Stored data entries
------------------------------------

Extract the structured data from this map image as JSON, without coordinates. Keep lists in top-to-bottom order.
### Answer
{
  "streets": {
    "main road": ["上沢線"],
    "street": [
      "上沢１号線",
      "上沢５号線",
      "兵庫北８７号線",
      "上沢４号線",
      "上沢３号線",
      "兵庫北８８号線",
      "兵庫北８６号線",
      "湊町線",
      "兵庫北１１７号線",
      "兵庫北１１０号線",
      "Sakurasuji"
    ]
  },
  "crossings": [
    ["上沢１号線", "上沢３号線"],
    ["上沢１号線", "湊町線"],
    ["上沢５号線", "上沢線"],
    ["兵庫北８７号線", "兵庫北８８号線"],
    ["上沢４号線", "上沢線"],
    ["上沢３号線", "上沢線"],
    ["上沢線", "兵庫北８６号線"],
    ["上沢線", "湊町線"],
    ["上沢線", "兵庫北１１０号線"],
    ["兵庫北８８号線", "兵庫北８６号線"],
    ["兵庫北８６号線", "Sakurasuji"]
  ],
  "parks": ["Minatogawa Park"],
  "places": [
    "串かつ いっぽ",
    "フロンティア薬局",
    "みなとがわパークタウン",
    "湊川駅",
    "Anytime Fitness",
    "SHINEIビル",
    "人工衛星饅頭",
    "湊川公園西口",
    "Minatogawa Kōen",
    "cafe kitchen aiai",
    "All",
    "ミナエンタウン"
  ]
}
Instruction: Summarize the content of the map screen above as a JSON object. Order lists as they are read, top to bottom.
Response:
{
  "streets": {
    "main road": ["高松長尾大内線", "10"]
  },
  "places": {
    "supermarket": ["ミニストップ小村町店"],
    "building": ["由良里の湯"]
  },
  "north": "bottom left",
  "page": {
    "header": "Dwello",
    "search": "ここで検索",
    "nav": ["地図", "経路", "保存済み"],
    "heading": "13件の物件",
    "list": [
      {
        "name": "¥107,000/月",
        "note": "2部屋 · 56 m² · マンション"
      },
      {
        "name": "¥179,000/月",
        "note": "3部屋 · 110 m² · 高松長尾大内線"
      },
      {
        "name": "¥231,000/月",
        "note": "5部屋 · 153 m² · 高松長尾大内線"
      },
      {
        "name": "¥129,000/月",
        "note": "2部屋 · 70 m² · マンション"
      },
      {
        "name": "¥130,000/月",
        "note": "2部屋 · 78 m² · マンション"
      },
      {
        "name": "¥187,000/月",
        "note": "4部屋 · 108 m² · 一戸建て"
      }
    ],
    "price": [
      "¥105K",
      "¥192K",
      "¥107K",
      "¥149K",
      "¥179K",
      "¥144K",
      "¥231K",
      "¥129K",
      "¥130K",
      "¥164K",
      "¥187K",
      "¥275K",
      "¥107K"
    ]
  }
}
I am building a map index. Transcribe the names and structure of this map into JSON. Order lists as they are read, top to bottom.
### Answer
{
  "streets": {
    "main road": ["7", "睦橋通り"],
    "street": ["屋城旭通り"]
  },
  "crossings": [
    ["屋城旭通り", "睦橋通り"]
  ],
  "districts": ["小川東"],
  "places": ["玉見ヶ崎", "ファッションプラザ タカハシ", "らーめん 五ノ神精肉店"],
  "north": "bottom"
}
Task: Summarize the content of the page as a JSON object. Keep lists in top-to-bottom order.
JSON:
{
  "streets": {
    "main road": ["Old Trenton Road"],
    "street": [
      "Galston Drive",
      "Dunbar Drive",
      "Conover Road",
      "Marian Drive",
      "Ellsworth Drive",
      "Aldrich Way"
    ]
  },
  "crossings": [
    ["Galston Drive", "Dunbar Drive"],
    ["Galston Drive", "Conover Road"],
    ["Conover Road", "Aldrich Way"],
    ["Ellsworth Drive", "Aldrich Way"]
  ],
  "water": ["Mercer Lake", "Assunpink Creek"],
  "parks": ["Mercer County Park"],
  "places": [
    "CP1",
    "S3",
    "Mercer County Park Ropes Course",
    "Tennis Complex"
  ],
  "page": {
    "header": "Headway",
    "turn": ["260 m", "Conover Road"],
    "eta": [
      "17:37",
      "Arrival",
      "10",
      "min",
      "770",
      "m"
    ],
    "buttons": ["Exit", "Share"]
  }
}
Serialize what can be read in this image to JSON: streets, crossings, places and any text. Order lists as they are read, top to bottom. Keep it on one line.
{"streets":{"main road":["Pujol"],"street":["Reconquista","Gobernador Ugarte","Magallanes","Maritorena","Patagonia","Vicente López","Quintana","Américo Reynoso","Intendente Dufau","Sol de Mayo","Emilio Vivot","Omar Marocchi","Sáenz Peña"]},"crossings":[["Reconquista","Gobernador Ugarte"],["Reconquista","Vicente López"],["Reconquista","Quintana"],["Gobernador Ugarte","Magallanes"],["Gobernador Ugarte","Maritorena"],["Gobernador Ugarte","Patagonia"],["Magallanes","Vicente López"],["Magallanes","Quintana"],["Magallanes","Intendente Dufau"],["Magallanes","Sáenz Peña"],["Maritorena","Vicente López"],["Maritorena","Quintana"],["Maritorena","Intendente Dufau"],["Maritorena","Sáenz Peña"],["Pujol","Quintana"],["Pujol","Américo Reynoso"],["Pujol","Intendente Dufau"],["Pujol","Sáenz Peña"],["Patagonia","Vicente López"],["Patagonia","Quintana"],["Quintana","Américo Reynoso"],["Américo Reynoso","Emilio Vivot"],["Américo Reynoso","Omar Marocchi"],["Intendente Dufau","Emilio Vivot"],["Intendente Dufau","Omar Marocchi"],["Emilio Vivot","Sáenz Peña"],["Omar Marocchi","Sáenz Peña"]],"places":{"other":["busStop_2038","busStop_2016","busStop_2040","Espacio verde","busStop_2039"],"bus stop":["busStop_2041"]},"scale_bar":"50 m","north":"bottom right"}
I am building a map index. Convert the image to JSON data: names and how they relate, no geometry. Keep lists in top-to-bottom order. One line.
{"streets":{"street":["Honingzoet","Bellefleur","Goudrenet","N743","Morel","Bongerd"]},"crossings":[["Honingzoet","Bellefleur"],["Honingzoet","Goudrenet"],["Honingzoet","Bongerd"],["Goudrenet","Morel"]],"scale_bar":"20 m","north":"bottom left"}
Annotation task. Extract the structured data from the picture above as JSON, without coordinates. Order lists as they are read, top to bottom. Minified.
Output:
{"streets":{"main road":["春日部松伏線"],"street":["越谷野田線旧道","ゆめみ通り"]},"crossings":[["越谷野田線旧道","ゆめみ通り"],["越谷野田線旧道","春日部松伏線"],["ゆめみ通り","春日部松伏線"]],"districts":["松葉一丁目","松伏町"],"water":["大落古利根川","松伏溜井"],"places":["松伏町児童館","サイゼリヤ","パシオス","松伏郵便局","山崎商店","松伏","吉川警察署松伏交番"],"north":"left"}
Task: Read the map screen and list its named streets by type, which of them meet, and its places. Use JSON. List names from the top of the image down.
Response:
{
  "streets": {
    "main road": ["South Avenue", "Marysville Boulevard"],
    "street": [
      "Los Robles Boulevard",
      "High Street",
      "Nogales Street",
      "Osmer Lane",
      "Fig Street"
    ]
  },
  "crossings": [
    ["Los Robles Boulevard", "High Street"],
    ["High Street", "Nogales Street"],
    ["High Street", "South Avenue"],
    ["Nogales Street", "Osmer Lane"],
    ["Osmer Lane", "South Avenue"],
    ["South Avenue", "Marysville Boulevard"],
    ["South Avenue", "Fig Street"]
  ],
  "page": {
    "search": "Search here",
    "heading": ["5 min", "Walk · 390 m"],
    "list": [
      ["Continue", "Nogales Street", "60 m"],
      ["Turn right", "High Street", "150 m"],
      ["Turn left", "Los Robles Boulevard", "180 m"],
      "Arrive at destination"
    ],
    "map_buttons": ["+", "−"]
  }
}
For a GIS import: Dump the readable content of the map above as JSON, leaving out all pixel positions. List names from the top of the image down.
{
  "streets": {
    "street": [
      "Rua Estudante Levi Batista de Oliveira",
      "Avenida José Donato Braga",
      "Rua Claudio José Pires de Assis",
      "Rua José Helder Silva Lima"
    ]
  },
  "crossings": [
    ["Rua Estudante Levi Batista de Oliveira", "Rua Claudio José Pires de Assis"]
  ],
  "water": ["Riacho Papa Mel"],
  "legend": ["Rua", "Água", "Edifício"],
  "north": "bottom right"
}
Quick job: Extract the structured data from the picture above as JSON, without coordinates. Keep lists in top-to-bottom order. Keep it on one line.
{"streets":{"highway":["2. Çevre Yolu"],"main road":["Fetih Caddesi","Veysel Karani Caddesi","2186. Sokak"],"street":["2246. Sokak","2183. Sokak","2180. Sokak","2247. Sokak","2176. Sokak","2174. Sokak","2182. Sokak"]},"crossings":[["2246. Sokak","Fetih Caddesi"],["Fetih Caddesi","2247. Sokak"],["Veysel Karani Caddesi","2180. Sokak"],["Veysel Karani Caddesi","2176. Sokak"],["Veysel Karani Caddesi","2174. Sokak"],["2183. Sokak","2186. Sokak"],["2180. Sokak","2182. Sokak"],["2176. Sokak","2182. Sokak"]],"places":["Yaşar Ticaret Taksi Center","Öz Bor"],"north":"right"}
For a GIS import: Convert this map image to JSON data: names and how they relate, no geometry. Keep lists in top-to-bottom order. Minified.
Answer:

------------------------------------

Going through the data above, state how many lines include the word "Minified"; only that number is needed.

● **WRITTEN REPLY**: 2